Some reality from someone who is involved:

E-voting was a poorly implemented transparency process to check a not totally terrible (and also, not correct) implementation of a pretty good design. Lessons were learned on the transparency side, and they are on HackerOne now, doing things approximately right. Security is hard and they will probably fail again, but they are failing according to industry standards now, at least. (I was a reviewer of the original system.)

e-ID was rejected by the voters as a gift of a service that should have been in government control to private industry for them to make profit on it. There was nothing technically terrible about the design for outsourcing eIDs to private industry, it was just a concept the voters found unacceptable. (I voted no along with a majority of my fellow citizens.)


It didn't really help that one of the prime candidate company to issue the eId couldn't get even basics, like cert management, straight.

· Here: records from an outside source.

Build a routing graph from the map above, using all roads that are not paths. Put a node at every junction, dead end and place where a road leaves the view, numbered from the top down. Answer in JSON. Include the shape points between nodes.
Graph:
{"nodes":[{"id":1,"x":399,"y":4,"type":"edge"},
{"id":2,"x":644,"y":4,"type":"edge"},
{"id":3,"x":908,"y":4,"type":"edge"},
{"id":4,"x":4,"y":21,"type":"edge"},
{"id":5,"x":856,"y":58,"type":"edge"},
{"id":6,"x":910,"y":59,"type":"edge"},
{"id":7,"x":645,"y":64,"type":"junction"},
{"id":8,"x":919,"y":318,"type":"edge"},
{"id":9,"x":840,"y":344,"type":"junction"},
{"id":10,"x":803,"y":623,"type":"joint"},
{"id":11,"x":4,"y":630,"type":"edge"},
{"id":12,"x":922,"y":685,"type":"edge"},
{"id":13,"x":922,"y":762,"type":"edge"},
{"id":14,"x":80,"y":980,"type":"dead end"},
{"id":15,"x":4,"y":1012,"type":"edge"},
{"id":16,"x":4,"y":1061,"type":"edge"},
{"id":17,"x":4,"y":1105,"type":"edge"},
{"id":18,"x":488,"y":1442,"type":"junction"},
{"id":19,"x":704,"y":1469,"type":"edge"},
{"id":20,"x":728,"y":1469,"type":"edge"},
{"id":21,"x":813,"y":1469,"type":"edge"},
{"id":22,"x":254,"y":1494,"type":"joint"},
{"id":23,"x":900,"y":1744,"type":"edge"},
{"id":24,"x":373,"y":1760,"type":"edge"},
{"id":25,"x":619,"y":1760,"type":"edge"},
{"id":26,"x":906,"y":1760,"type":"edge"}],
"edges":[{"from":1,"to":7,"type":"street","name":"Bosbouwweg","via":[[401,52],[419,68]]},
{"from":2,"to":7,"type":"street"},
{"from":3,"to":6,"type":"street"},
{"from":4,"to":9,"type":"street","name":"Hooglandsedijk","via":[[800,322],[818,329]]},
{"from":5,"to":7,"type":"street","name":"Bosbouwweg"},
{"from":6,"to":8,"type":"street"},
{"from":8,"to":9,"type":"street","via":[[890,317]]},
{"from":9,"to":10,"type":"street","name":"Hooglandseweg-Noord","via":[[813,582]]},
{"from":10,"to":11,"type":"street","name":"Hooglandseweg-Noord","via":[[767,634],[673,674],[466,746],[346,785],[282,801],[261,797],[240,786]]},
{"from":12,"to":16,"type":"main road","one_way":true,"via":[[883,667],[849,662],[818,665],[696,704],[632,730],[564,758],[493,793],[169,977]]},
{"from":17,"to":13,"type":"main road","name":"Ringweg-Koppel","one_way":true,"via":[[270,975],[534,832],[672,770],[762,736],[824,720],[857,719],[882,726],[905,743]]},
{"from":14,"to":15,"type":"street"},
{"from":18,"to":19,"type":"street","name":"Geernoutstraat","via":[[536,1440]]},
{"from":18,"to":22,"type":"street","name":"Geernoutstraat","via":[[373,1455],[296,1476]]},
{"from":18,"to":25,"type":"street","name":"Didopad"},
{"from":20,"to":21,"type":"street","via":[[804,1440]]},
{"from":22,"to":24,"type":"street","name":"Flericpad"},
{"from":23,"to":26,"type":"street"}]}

I'm quite thankful for Die Republik (slightly leftist daily internet "paper", which is ad free and subscription only) because I think they were quite instrumental in uncovering some of the shenanigans being pulled by those companies.


One thing about e-voting that is often missing in the discussion. No matter how you do it, the most important goal of any voting system is surprisingly not to get a result — the most important goal is to get a result everybody can agree on.

This is the fundamental flaw of any e-voting system. Even if you manage to get it secure, how do you transparently proof this to everyone, including those who can't grok cryptography. What about those who don't care and just want to call the election stolen?

It is hard enough to convince them with paper ballots, but these are at least physical and they cannot come out of nowhere.


> Even if you manage to get it secure, how do you transparently proof this to everyone, including those who can't grok cryptography.

Even those who can grok cryptography can't check that the implementation matches the specification.

No human being can review the complete software running on a computer. Even less a distributed system.

But most human beings can understand the paper ballot system.


In my experience government either choses cheapest contractor (will all sort of consequences you can imagine) or bribes are involved (which might lead to a better outcome, surprisingly, but at much higher expenses). I wonder how Switzerland manages to avoid that plague.


I think that I once heard that in Switzerland the second cheapest bidder is the one to get the contract, exactly to discourage someone aggressively underbidding all others. I could not verify that now though.


What is the right solution here from a game theory perspective?


Own two companies that agressively underbid all others?


That is deceptively simple. It might just work :D


Auction design is a very active research area and what the "right solution" is, is not so easy to figure out. This has huge applications in... adtech.


This was developed by Ubique[1] and they aren't at their first app.

[1] -- https://www.ubique.ch/


Do the verification apps do an online validation? If yes then where is there any PII in there at all, and if no then why isn’t it signed?…


> and if no then why isn’t it signed?

It is indeed signed, according to the blog post and to the spec linked in the blog post https://github.com/ehn-dcc-development/hcert-spec/blob/main/...


How does the scanner app verify the signature? Does it always have to be online, or does it have a set of trusted public keys included?

How are the codes generated to begin with? Is there some central database that hands them out, or can any clinic generate one (having access to a copy of the private key?)


The verification app needs to maintain a set of trusted certificates. More details on the trust model can be found here: https://github.com/ehn-dcc-development/hcert-trust/blob/main...

Infrastructure for code generation and signing is probably country-specific, though I imagine most countries will establish centralized systems dealing with this and integrate with other systems that track vaccination or test records on various levels (some countries delegate vaccination efforts to their states, others handle it nationally, etc.)


Great, thanks for the details!


Oh, it’s a COSE message. It all makes sense now.